Kratzer und Graffitis auf Neuer Eisenbahnbrücke
LINZ. Knapp eine Woche nach der Eröffnung der Neuen Eisenbahnbrücke haben Sprayer und Skateboarder ihre Spuren hinterlassen. Sowohl Graffitis als auch Kratzer von Skateboards sind zu sehen. Der Linzer Vizebürgermeister Markus Hein spricht von Vandalismus und Rücksichtslosigkeit.

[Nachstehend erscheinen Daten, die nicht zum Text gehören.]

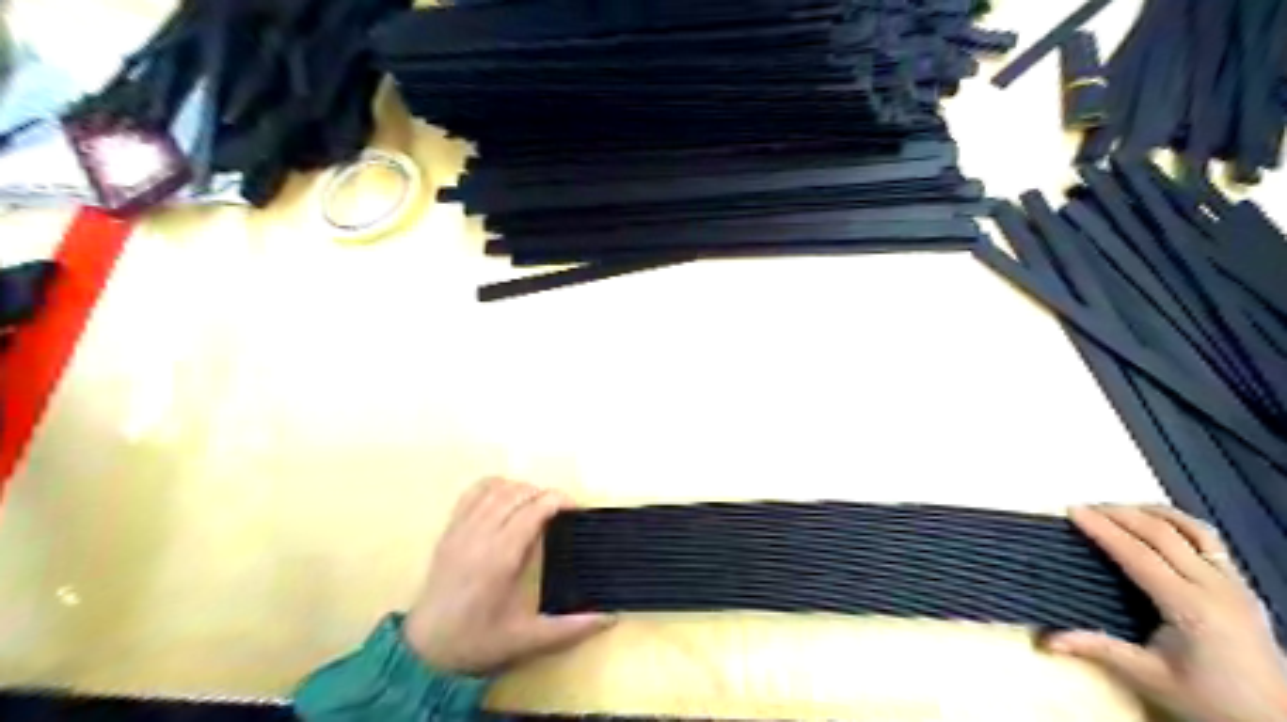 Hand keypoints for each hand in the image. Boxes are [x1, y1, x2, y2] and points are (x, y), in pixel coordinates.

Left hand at [403, 479, 621, 676]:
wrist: (424, 651)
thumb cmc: (478, 642)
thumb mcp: (527, 639)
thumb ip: (570, 628)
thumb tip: (610, 619)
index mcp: (501, 557)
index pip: (534, 509)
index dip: (558, 500)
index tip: (576, 509)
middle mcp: (480, 534)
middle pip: (518, 493)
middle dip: (544, 494)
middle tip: (560, 512)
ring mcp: (461, 529)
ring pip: (496, 488)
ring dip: (521, 489)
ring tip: (535, 506)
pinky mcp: (448, 530)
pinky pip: (472, 492)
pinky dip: (494, 486)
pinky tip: (506, 499)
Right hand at [1045, 505, 1286, 720]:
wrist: (1278, 720)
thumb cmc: (1210, 700)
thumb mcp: (1152, 678)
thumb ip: (1100, 649)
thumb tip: (1048, 640)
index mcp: (1191, 608)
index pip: (1138, 555)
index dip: (1103, 529)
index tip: (1072, 511)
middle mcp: (1215, 587)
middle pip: (1162, 534)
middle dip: (1119, 514)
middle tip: (1084, 507)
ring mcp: (1234, 583)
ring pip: (1190, 528)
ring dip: (1149, 512)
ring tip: (1116, 509)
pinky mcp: (1242, 585)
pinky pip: (1209, 540)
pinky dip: (1177, 522)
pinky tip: (1157, 525)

Obwohl die Neue Eisenbahnbrücke erst vor eineinhalb Wochen eröffnet wurde, sieht sie nicht mehr ganz neu aus. Verantwortlich dafür sind Graffitis auf der Stützmauer bei der Unterführung und auf den Pfeilern sowie Kratzer von Skateboards auf den Brückenbögen. Hinzu kommen Sticker und erste Liebesschlösser auf dem Geländer. Das sei Vandalismus und entschieden abzulehnen, sagt der Linzer Vizebürgermeister und Infrastruktur-Referent Markus Hein (FPÖ) in einer Aussendung. „Skateboard-Fahrer haben durch die missbräuchliche Verwendung der Brücke die Beschichtung des Stahls massiv beschädigt. Das kann nachhaltige Folgen haben und verursacht große Kosten. Darüber hinaus wurde auch schon ein Brückenbogen beschmiert“ führte er aus.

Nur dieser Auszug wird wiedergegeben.